• _PROBLEM STATEMENT_: Keep the images out and set the listing below down word for word.

****

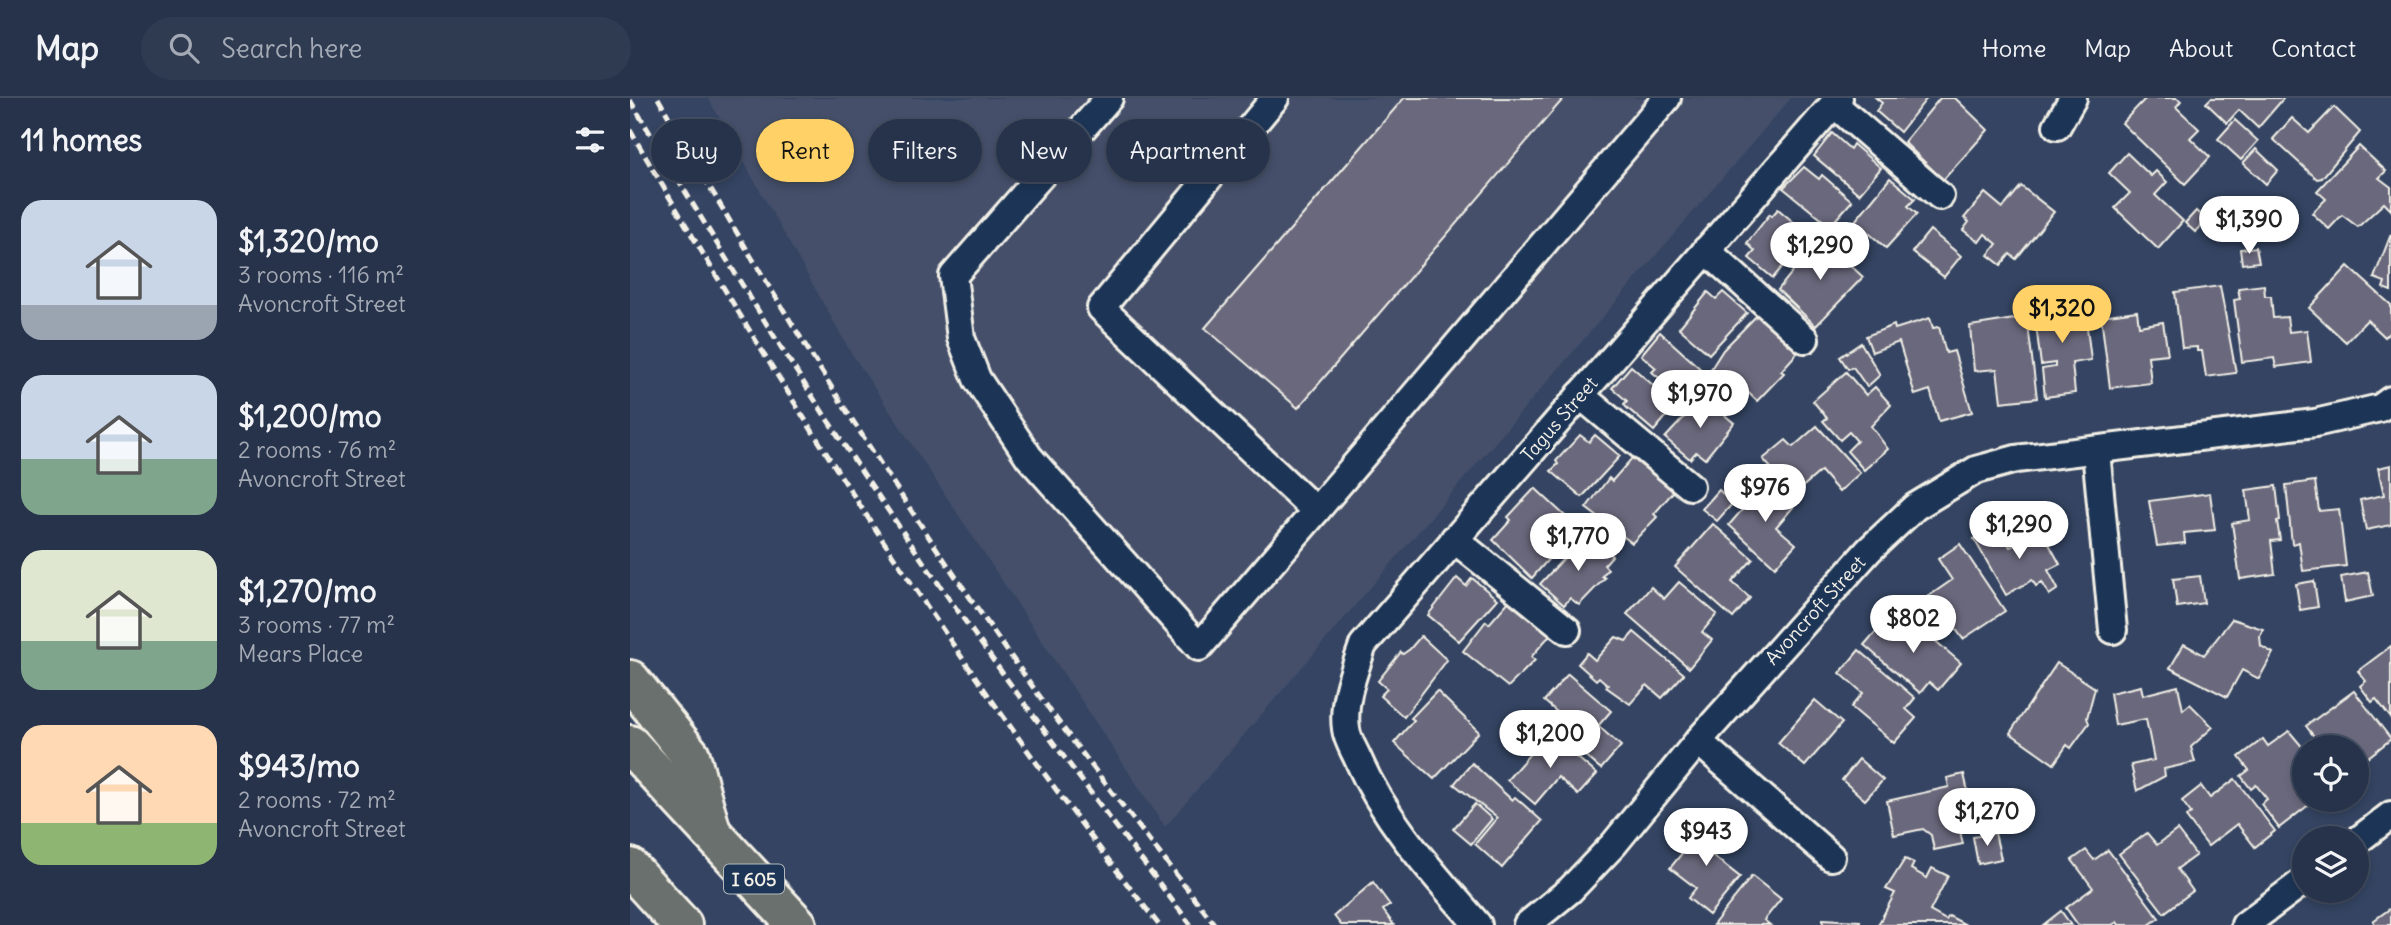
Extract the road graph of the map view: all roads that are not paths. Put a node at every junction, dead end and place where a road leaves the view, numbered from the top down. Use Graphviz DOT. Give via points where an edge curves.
graph roads {
  1 [pos="1108,98"];
  2 [pos="1275,98"];
  3 [pos="1667,98"];
  4 [pos="2073,98"];
  5 [pos="1836,101"];
  6 [pos="2057,126"];
  7 [pos="1940,196"];
  8 [pos="1706,250"];
  9 [pos="1805,339"];
  10 [pos="1580,395"];
  11 [pos="2391,400"];
  12 [pos="2095,451"];
  13 [pos="1690,486"];
  14 [pos="1316,511"];
  15 [pos="1454,539"];
  16 [pos="1567,630"];
  17 [pos="2113,630"];
  18 [pos="630,680"];
  19 [pos="1698,741"];
  20 [pos="630,745"];
  21 [pos="2391,815"];
  22 [pos="2369,832"];
  23 [pos="711,834"];
  24 [pos="1832,857"];
  25 [pos="630,868"];
  26 [pos="2292,890"];
  27 [pos="682,925"];
  28 [pos="797,925"];
  29 [pos="1478,925"];
  30 [pos="1527,925"];
  31 [pos="2245,925"];
  1 -- 14 [label="street" via="953,276 961,338 977,379 1029,457 1199,647"];
  2 -- 14 [label="street" via="1101,308"];
  3 -- 14 [label="street"];
  4 -- 6 [label="street"];
  5 -- 7 [label="street"];
  5 -- 8 [label="street, Tagus Street"];
  8 -- 9 [label="street"];
  8 -- 10 [label="street, Tagus Street"];
  10 -- 13 [label="street"];
  10 -- 15 [label="street, Tagus Street"];
  11 -- 12 [label="street, Avoncroft Street" via="2380,408 2315,423"];
  12 -- 17 [label="street"];
  12 -- 19 [label="street, Avoncroft Street" via="2016,459 1976,470 1916,507 1869,550"];
  15 -- 16 [label="street"];
  15 -- 29 [label="street, Tagus Street" via="1363,645 1346,709 1346,731 1367,780 1399,833"];
  18 -- 23 [label="highway" via="690,755"];
  19 -- 24 [label="street"];
  19 -- 30 [label="street, Avoncroft Street" via="1614,844 1570,890"];
  20 -- 23 [label="highway, I 605"];
  21 -- 22 [label="street"];
  23 -- 28 [label="highway, I 605"];
  25 -- 27 [label="highway"];
  26 -- 31 [label="street"];
}
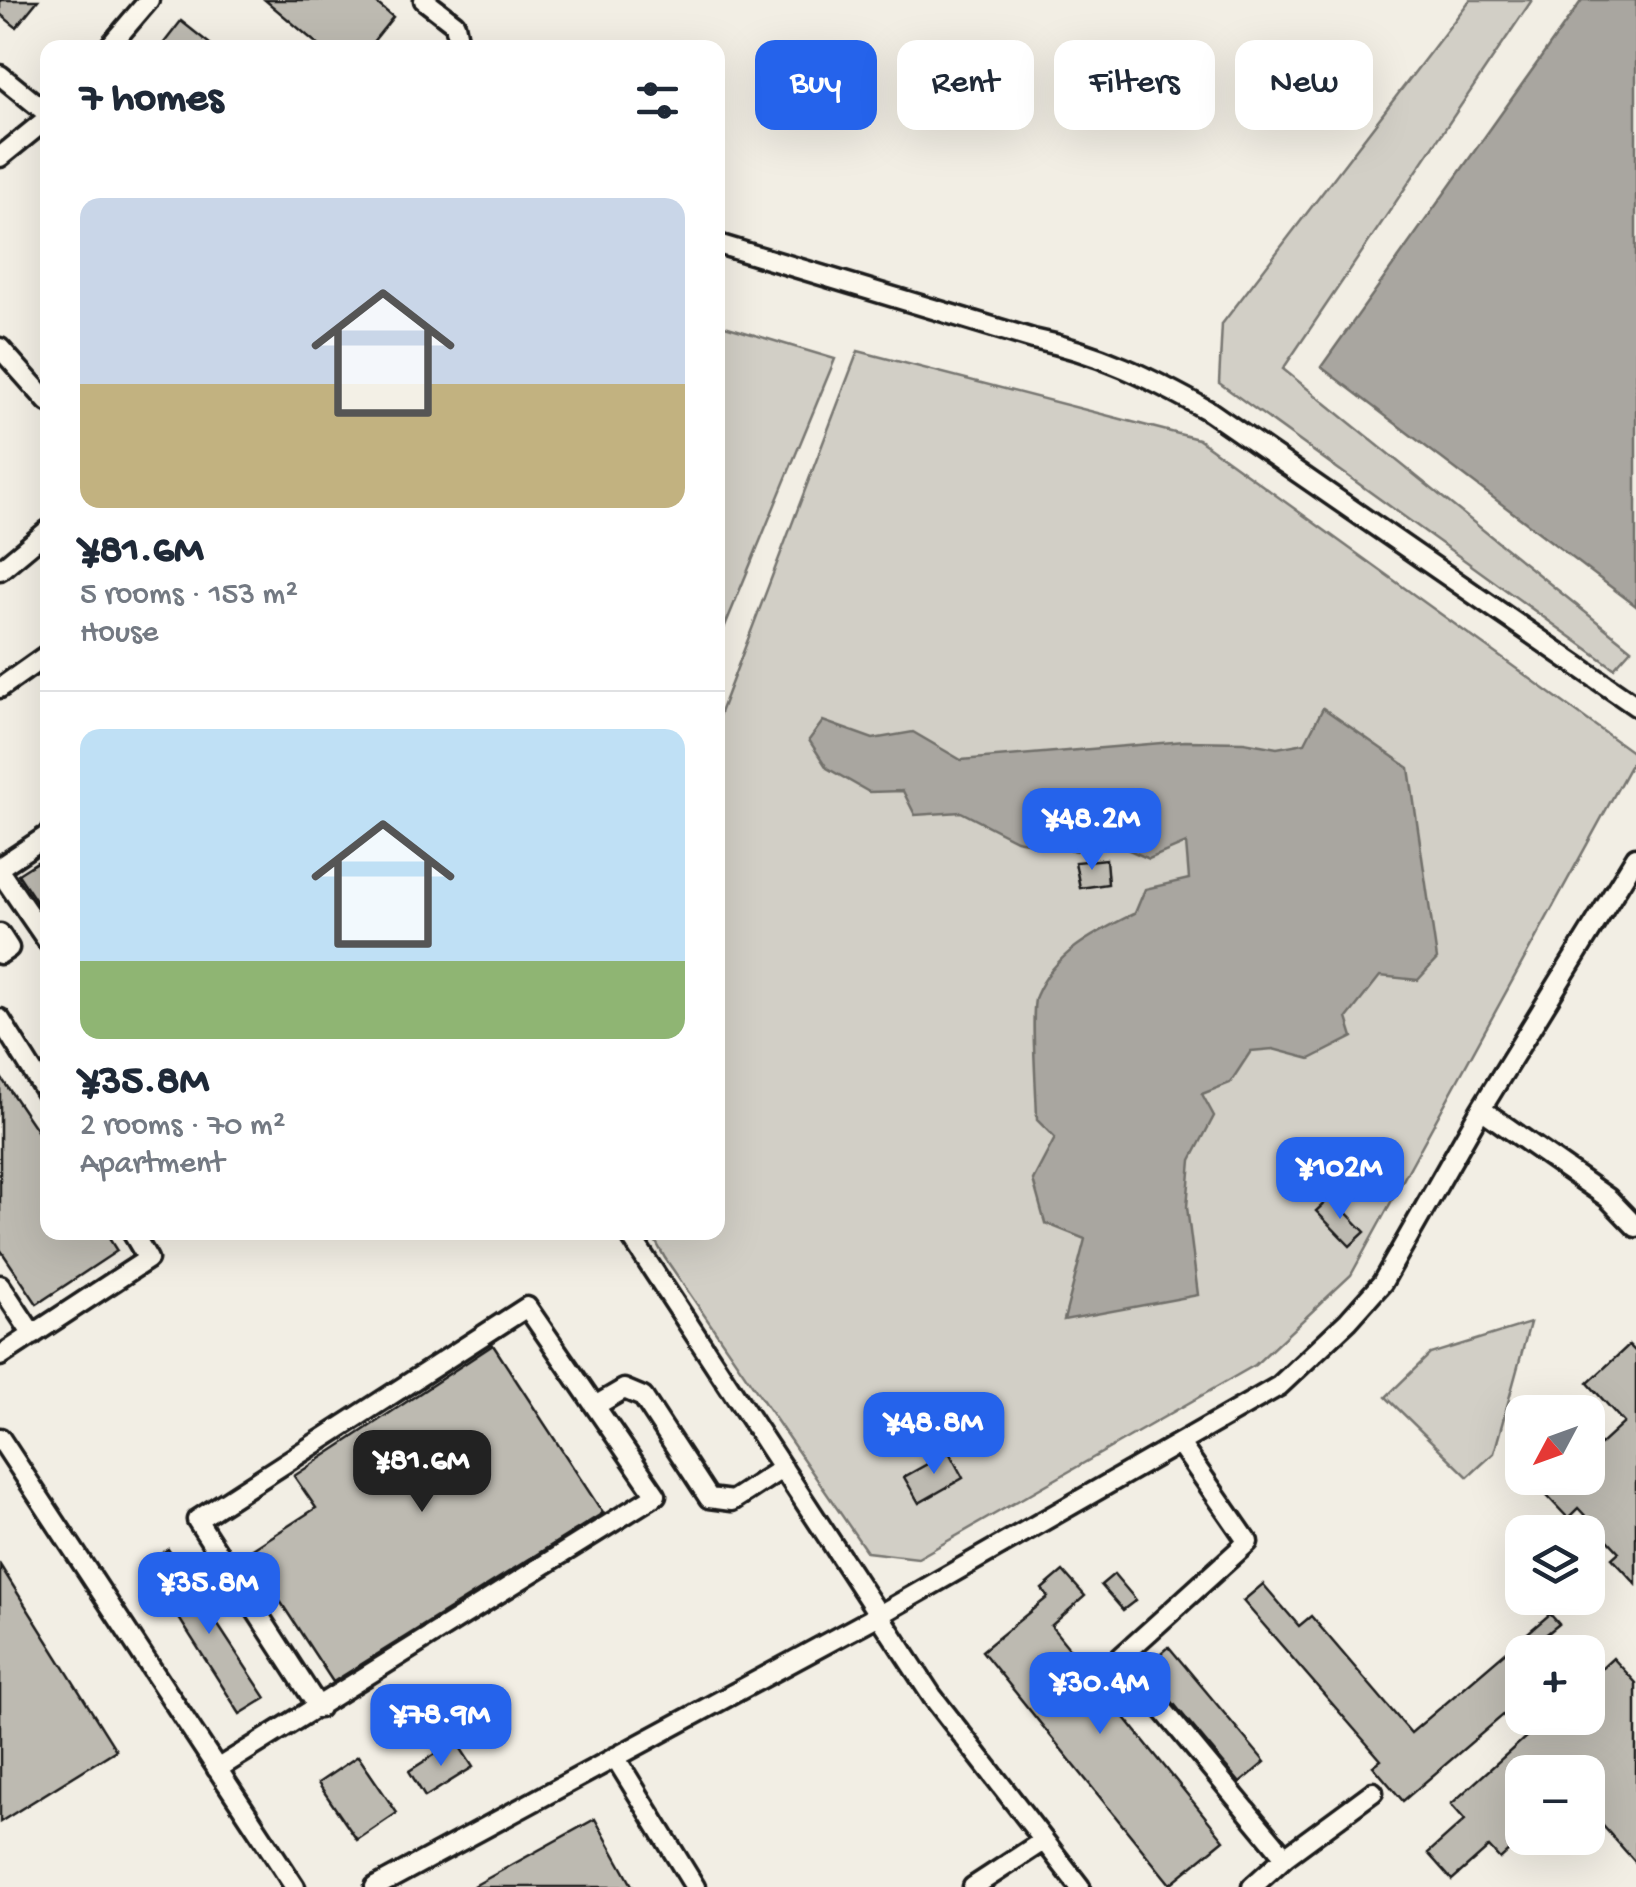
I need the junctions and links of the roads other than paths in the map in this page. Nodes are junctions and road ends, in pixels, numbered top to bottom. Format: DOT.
graph roads {
  1 [pos="149,0"];
  2 [pos="424,0"];
  3 [pos="115,40"];
  4 [pos="458,40"];
  5 [pos="0,75"];
  6 [pos="40,109"];
  7 [pos="40,123"];
  8 [pos="0,157"];
  9 [pos="725,246"];
  10 [pos="0,348"];
  11 [pos="40,393"];
  12 [pos="40,537"];
  13 [pos="0,570"];
  14 [pos="40,660"];
  15 [pos="0,688"];
  16 [pos="1636,706"];
  17 [pos="40,841"];
  18 [pos="1636,857"];
  19 [pos="0,870"];
  20 [pos="40,930"];
  21 [pos="0,934"];
  22 [pos="0,954"];
  23 [pos="0,1019"];
  24 [pos="40,1083"];
  25 [pos="1481,1110"];
  26 [pos="1636,1227"];
  27 [pos="137,1240"];
  28 [pos="633,1240"];
  29 [pos="0,1285"];
  30 [pos="33,1335"];
  31 [pos="0,1356"];
  32 [pos="595,1406"];
  33 [pos="0,1438"];
  34 [pos="1180,1444"];
  35 [pos="783,1468"];
  36 [pos="879,1615"];
  37 [pos="319,1708"];
  38 [pos="616,1757"];
  39 [pos="217,1769"];
  40 [pos="1373,1792"];
  41 [pos="1043,1842"];
  42 [pos="1286,1856"];
  43 [pos="295,1887"];
  44 [pos="375,1887"];
  45 [pos="695,1887"];
  46 [pos="974,1887"];
  47 [pos="1080,1887"];
  48 [pos="1252,1887"];
  1 -- 3 [label="street"];
  2 -- 4 [label="street"];
  5 -- 6 [label="street"];
  7 -- 8 [label="street"];
  9 -- 16 [label="street"];
  10 -- 11 [label="street"];
  12 -- 13 [label="street"];
  14 -- 15 [label="street"];
  17 -- 19 [label="street"];
  18 -- 25 [label="street"];
  19 -- 20 [label="street"];
  21 -- 22 [label="street"];
  23 -- 24 [label="street"];
  25 -- 26 [label="street"];
  25 -- 34 [label="street"];
  27 -- 30 [label="street"];
  28 -- 35 [label="street"];
  29 -- 30 [label="street"];
  30 -- 31 [label="street"];
  32 -- 35 [label="street"];
  32 -- 37 [label="street"];
  32 -- 37 [label="street"];
  33 -- 39 [label="street"];
  34 -- 36 [label="street"];
  34 -- 42 [label="street"];
  35 -- 36 [label="street"];
  36 -- 38 [label="street"];
  36 -- 41 [label="street"];
  37 -- 39 [label="street"];
  38 -- 44 [label="street"];
  38 -- 45 [label="street"];
  39 -- 43 [label="street"];
  40 -- 42 [label="street"];
  41 -- 46 [label="street"];
  41 -- 47 [label="street"];
  42 -- 48 [label="street"];
}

****

• _RESPONSE TO THE TASK_:
Extract the road graph of the map view: all roads that are not paths. Put a node at every junction, dead end and place where a road leaves the view, numbered from the top down. Use Graphviz DOT. Give via points where an edge curves.
graph roads {
  1 [pos="1108,98"];
  2 [pos="1275,98"];
  3 [pos="1667,98"];
  4 [pos="2073,98"];
  5 [pos="1836,101"];
  6 [pos="2057,126"];
  7 [pos="1940,196"];
  8 [pos="1706,250"];
  9 [pos="1805,339"];
  10 [pos="1580,395"];
  11 [pos="2391,400"];
  12 [pos="2095,451"];
  13 [pos="1690,486"];
  14 [pos="1316,511"];
  15 [pos="1454,539"];
  16 [pos="1567,630"];
  17 [pos="2113,630"];
  18 [pos="630,680"];
  19 [pos="1698,741"];
  20 [pos="630,745"];
  21 [pos="2391,815"];
  22 [pos="2369,832"];
  23 [pos="711,834"];
  24 [pos="1832,857"];
  25 [pos="630,868"];
  26 [pos="2292,890"];
  27 [pos="682,925"];
  28 [pos="797,925"];
  29 [pos="1478,925"];
  30 [pos="1527,925"];
  31 [pos="2245,925"];
  1 -- 14 [label="street" via="953,276 961,338 977,379 1029,457 1199,647"];
  2 -- 14 [label="street" via="1101,308"];
  3 -- 14 [label="street"];
  4 -- 6 [label="street"];
  5 -- 7 [label="street"];
  5 -- 8 [label="street, Tagus Street"];
  8 -- 9 [label="street"];
  8 -- 10 [label="street, Tagus Street"];
  10 -- 13 [label="street"];
  10 -- 15 [label="street, Tagus Street"];
  11 -- 12 [label="street, Avoncroft Street" via="2380,408 2315,423"];
  12 -- 17 [label="street"];
  12 -- 19 [label="street, Avoncroft Street" via="2016,459 1976,470 1916,507 1869,550"];
  15 -- 16 [label="street"];
  15 -- 29 [label="street, Tagus Street" via="1363,645 1346,709 1346,731 1367,780 1399,833"];
  18 -- 23 [label="highway" via="690,755"];
  19 -- 24 [label="street"];
  19 -- 30 [label="street, Avoncroft Street" via="1614,844 1570,890"];
  20 -- 23 [label="highway, I 605"];
  21 -- 22 [label="street"];
  23 -- 28 [label="highway, I 605"];
  25 -- 27 [label="highway"];
  26 -- 31 [label="street"];
}
I need the junctions and links of the roads other than paths in the map in this page. Nodes are junctions and road ends, in pixels, numbered top to bottom. Format: DOT.
graph roads {
  1 [pos="149,0"];
  2 [pos="424,0"];
  3 [pos="115,40"];
  4 [pos="458,40"];
  5 [pos="0,75"];
  6 [pos="40,109"];
  7 [pos="40,123"];
  8 [pos="0,157"];
  9 [pos="725,246"];
  10 [pos="0,348"];
  11 [pos="40,393"];
  12 [pos="40,537"];
  13 [pos="0,570"];
  14 [pos="40,660"];
  15 [pos="0,688"];
  16 [pos="1636,706"];
  17 [pos="40,841"];
  18 [pos="1636,857"];
  19 [pos="0,870"];
  20 [pos="40,930"];
  21 [pos="0,934"];
  22 [pos="0,954"];
  23 [pos="0,1019"];
  24 [pos="40,1083"];
  25 [pos="1481,1110"];
  26 [pos="1636,1227"];
  27 [pos="137,1240"];
  28 [pos="633,1240"];
  29 [pos="0,1285"];
  30 [pos="33,1335"];
  31 [pos="0,1356"];
  32 [pos="595,1406"];
  33 [pos="0,1438"];
  34 [pos="1180,1444"];
  35 [pos="783,1468"];
  36 [pos="879,1615"];
  37 [pos="319,1708"];
  38 [pos="616,1757"];
  39 [pos="217,1769"];
  40 [pos="1373,1792"];
  41 [pos="1043,1842"];
  42 [pos="1286,1856"];
  43 [pos="295,1887"];
  44 [pos="375,1887"];
  45 [pos="695,1887"];
  46 [pos="974,1887"];
  47 [pos="1080,1887"];
  48 [pos="1252,1887"];
  1 -- 3 [label="street"];
  2 -- 4 [label="street"];
  5 -- 6 [label="street"];
  7 -- 8 [label="street"];
  9 -- 16 [label="street"];
  10 -- 11 [label="street"];
  12 -- 13 [label="street"];
  14 -- 15 [label="street"];
  17 -- 19 [label="street"];
  18 -- 25 [label="street"];
  19 -- 20 [label="street"];
  21 -- 22 [label="street"];
  23 -- 24 [label="street"];
  25 -- 26 [label="street"];
  25 -- 34 [label="street"];
  27 -- 30 [label="street"];
  28 -- 35 [label="street"];
  29 -- 30 [label="street"];
  30 -- 31 [label="street"];
  32 -- 35 [label="street"];
  32 -- 37 [label="street"];
  32 -- 37 [label="street"];
  33 -- 39 [label="street"];
  34 -- 36 [label="street"];
  34 -- 42 [label="street"];
  35 -- 36 [label="street"];
  36 -- 38 [label="street"];
  36 -- 41 [label="street"];
  37 -- 39 [label="street"];
  38 -- 44 [label="street"];
  38 -- 45 [label="street"];
  39 -- 43 [label="street"];
  40 -- 42 [label="street"];
  41 -- 46 [label="street"];
  41 -- 47 [label="street"];
  42 -- 48 [label="street"];
}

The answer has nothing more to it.